### What the task asks
Scan the entries below for the string "Moreira" and copy every line where it turns up.

:: Listed records ::

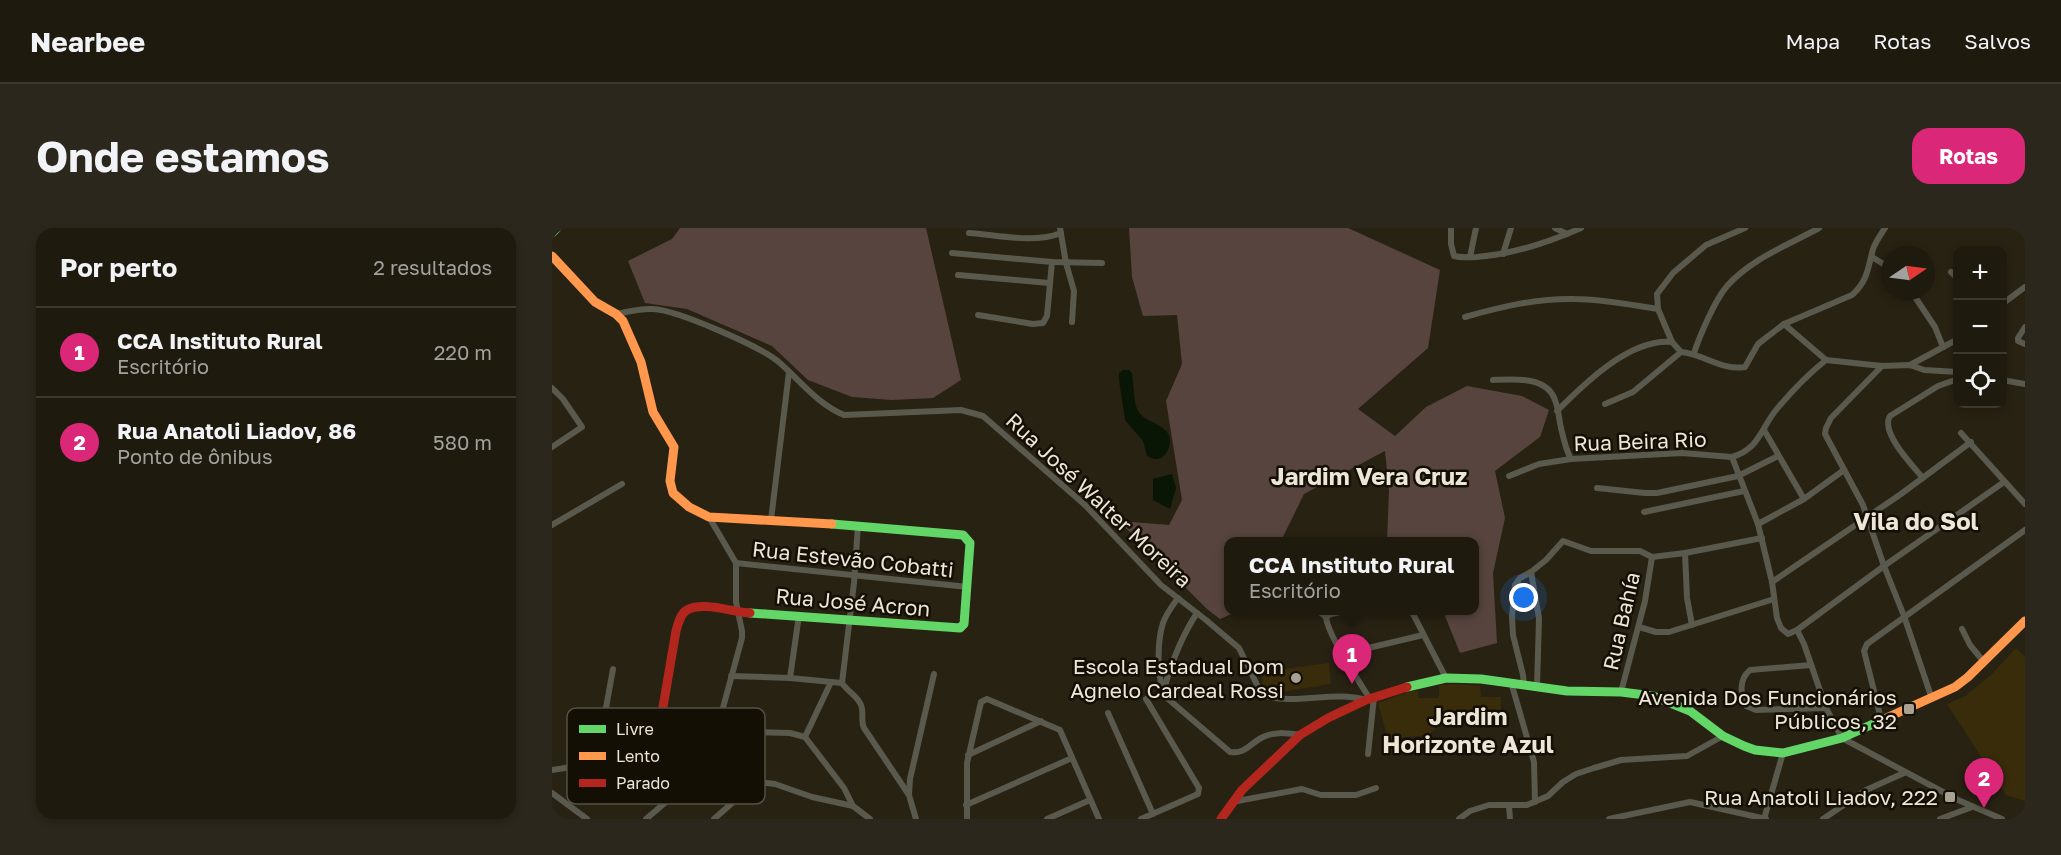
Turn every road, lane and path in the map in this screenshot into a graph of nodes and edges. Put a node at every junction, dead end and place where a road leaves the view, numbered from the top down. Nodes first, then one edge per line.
1 (556, 228) edge
2 (1451, 228) edge
3 (1476, 228) edge
4 (1511, 228) edge
5 (1555, 228) edge
6 (1581, 228) edge
7 (1745, 228) edge
8 (1819, 228) edge
9 (1885, 228) edge
10 (1061, 230) edge
11 (552, 233) edge
12 (969, 233) dead end
13 (1567, 234) junction
14 (952, 254) dead end
15 (1503, 254) junction
16 (552, 256) edge
17 (1470, 257) junction
18 (1872, 257) junction
19 (1052, 262) junction
20 (1066, 262) junction
21 (1881, 262) edge
22 (1102, 263) dead end
23 (958, 275) dead end
24 (1049, 283) junction
25 (2025, 287) edge
26 (1917, 300) edge
27 (2006, 300) edge
28 (1658, 309) junction
29 (616, 314) junction
30 (978, 315) dead end
31 (1465, 317) dead end
32 (1072, 322) dead end
33 (1784, 324) junction
34 (2025, 327) edge
35 (1672, 342) junction
36 (1953, 342) edge
37 (2025, 344) edge
38 (1944, 347) junction
39 (1682, 352) junction
40 (1694, 353) junction
41 (1826, 360) junction
42 (1910, 365) junction
43 (1882, 366) junction
44 (789, 372) junction
45 (1953, 372) edge
46 (1493, 380) dead end
47 (1953, 381) edge
48 (2007, 381) edge
49 (2025, 384) edge
50 (552, 388) edge
51 (1605, 404) dead end
52 (1557, 411) junction
53 (1764, 430) junction
54 (1961, 433) dead end
55 (1971, 442) junction
56 (552, 447) edge
57 (1778, 456) junction
58 (1732, 457) junction
59 (1570, 459) junction
60 (1844, 470) junction
61 (1509, 476) dead end
62 (1737, 476) junction
63 (1923, 478) junction
64 (2004, 482) junction
65 (622, 484) dead end
66 (1597, 488) dead end
67 (1744, 491) junction
68 (1803, 499) junction
69 (2025, 504) edge
70 (1644, 512) dead end
71 (709, 517) junction
72 (1868, 517) junction
73 (771, 520) junction
74 (1758, 524) junction
75 (552, 525) edge
76 (858, 525) junction
77 (2025, 530) edge
78 (1761, 538) junction
79 (1685, 554) junction
80 (1652, 557) junction
81 (736, 563) junction
82 (1884, 566) junction
83 (1531, 572) junction
84 (855, 575) junction
85 (1772, 582) junction
86 (968, 587) junction
87 (1178, 598) junction
88 (1774, 599) junction
89 (736, 612) junction
90 (1197, 613) junction
91 (799, 615) junction
92 (1323, 615) edge
93 (1329, 615) edge
94 (1413, 615) edge
95 (1904, 616) junction
96 (1326, 617) junction
97 (849, 619) junction
98 (2025, 621) edge
99 (1692, 625) junction
100 (1639, 627) junction
101 (1962, 629) dead end
102 (1797, 630) junction
103 (1423, 635) junction
104 (1343, 654) junction
105 (1984, 662) junction
106 (1811, 665) junction
107 (613, 669) dead end
108 (934, 674) dead end
109 (731, 676) junction
110 (790, 678) junction
111 (1446, 678) junction
112 (831, 682) junction
113 (1511, 682) junction
114 (842, 683) junction
115 (1524, 685) junction
116 (1537, 687) junction
117 (1163, 692) junction
118 (1621, 692) junction
119 (1146, 699) dead end
120 (1370, 699) junction
121 (1932, 699) junction
122 (606, 708) edge
123 (663, 708) edge
124 (722, 708) edge
125 (1826, 708) junction
126 (1108, 713) dead end
127 (1881, 719) junction
128 (1041, 721) junction
129 (765, 732) edge
130 (1300, 735) junction
131 (805, 736) junction
132 (1723, 736) junction
133 (1842, 738) junction
134 (1783, 753) junction
135 (968, 754) junction
136 (1368, 754) dead end
137 (1072, 758) junction
138 (567, 767) edge
139 (552, 770) edge
140 (1904, 773) junction
141 (765, 783) edge
142 (1376, 788) dead end
143 (552, 793) edge
144 (909, 795) junction
145 (1090, 800) junction
146 (1232, 802) junction
147 (1535, 802) junction
148 (664, 804) edge
149 (731, 804) edge
150 (966, 805) junction
151 (853, 806) junction
152 (1509, 806) junction
153 (1972, 807) junction
154 (1153, 814) junction
155 (587, 819) edge
156 (646, 819) edge
157 (714, 819) edge
158 (870, 819) edge
159 (916, 819) edge
160 (967, 819) edge
161 (1047, 819) edge
162 (1099, 819) edge
163 (1141, 819) edge
164 (1221, 819) edge
165 (1459, 819) edge
166 (1510, 819) edge
167 (1609, 819) edge
168 (1765, 819) edge
169 (1823, 819) edge
170 (1940, 819) edge
171 (2002, 819) edge

1 - 11 street
2 - 17 street
3 - 17 street
4 - 15 street
5 - 13 street
6 - 13 street
7 - 28 street
8 - 40 street
9 - 18 street
10 - 12 street
10 - 20 street
13 - 15 street
14 - 19 street
15 - 17 street
16 - 29 street
18 - 21 street
18 - 33 street
19 - 20 street
19 - 24 street
20 - 22 street
20 - 32 street
23 - 24 street
24 - 30 street
25 - 27 street
26 - 38 street
28 - 31 street
28 - 35 street
29 - 44 street, Rua José Walter Moreira
29 - 71 street
33 - 40 street
33 - 41 street
34 - 37 street
35 - 39 street
35 - 52 street
36 - 38 street
38 - 42 street
39 - 40 street
39 - 51 street
41 - 43 street
41 - 53 street, Rua Beira Rio
42 - 43 street
42 - 45 street
43 - 60 street
44 - 73 street
44 - 87 street, Rua José Walter Moreira
46 - 52 street
47 - 63 street
48 - 49 street
50 - 56 street
52 - 59 street
53 - 57 street
53 - 58 street, Rua Beira Rio
54 - 55 street
55 - 63 street
55 - 64 street
57 - 62 street
57 - 68 street
58 - 59 street, Rua Beira Rio
58 - 62 street
59 - 61 street, Rua Beira Rio
60 - 68 street
60 - 72 street
62 - 66 street
62 - 67 street
63 - 72 street
64 - 69 street
64 - 82 street
65 - 75 street
67 - 70 street
67 - 74 street
68 - 74 street
71 - 73 street
71 - 81 street
72 - 82 street
72 - 85 street
73 - 76 street
74 - 78 street
76 - 84 street
76 - 86 street
77 - 95 street
78 - 79 street
78 - 85 street
79 - 80 street
79 - 99 street
80 - 83 street
80 - 100 street, Rua Bahía
81 - 84 street, Rua Estevão Cobatti
81 - 89 street
82 - 95 street
82 - 102 street
83 - 115 street
83 - 116 street
84 - 86 street, Rua Estevão Cobatti
84 - 97 street
85 - 88 street
86 - 97 street, Rua José Acron
87 - 90 street, Rua José Walter Moreira
87 - 117 street
88 - 99 street
88 - 102 street
89 - 91 street, Rua José Acron
89 - 109 street
89 - 123 street, Rua José Acron
90 - 117 street
90 - 120 street, Rua José Walter Moreira
91 - 97 street, Rua José Acron
91 - 110 street
92 - 96 street
93 - 96 street
94 - 103 street
95 - 121 street
95 - 127 street
96 - 104 street
97 - 114 street
98 - 105 street
99 - 100 street
100 - 118 street, Rua Bahía
101 - 105 street
102 - 106 street
103 - 104 street
103 - 111 street
104 - 120 street
105 - 121 street
106 - 125 street
106 - 125 street
107 - 122 street
108 - 144 street
109 - 110 street
109 - 124 street
110 - 112 street
111 - 113 street
111 - 120 street
112 - 114 street
112 - 131 street
113 - 115 street
113 - 147 street
114 - 144 street
115 - 116 street
116 - 118 street
117 - 130 street
118 - 132 street
119 - 154 street
120 - 130 street
120 - 136 street
121 - 127 street
125 - 133 street
126 - 154 street
127 - 133 street
128 - 135 street
128 - 135 street
128 - 137 street
129 - 131 street
130 - 146 street
131 - 151 street
132 - 134 street
132 - 147 street
133 - 134 street
133 - 140 street
134 - 168 street
135 - 150 street
137 - 145 street
137 - 150 street
138 - 139 street
140 - 153 street
140 - 169 street
141 - 151 street
142 - 146 street
143 - 155 street
144 - 159 street
145 - 161 street
145 - 162 street
146 - 164 street
147 - 152 street
148 - 156 street
149 - 157 street
150 - 160 street
151 - 158 street
152 - 165 street
152 - 166 street
153 - 170 street
153 - 171 street
154 - 163 street
167 - 168 street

:::

### Written response
29 - 44 street, Rua José Walter Moreira
44 - 87 street, Rua José Walter Moreira
87 - 90 street, Rua José Walter Moreira
90 - 120 street, Rua José Walter Moreira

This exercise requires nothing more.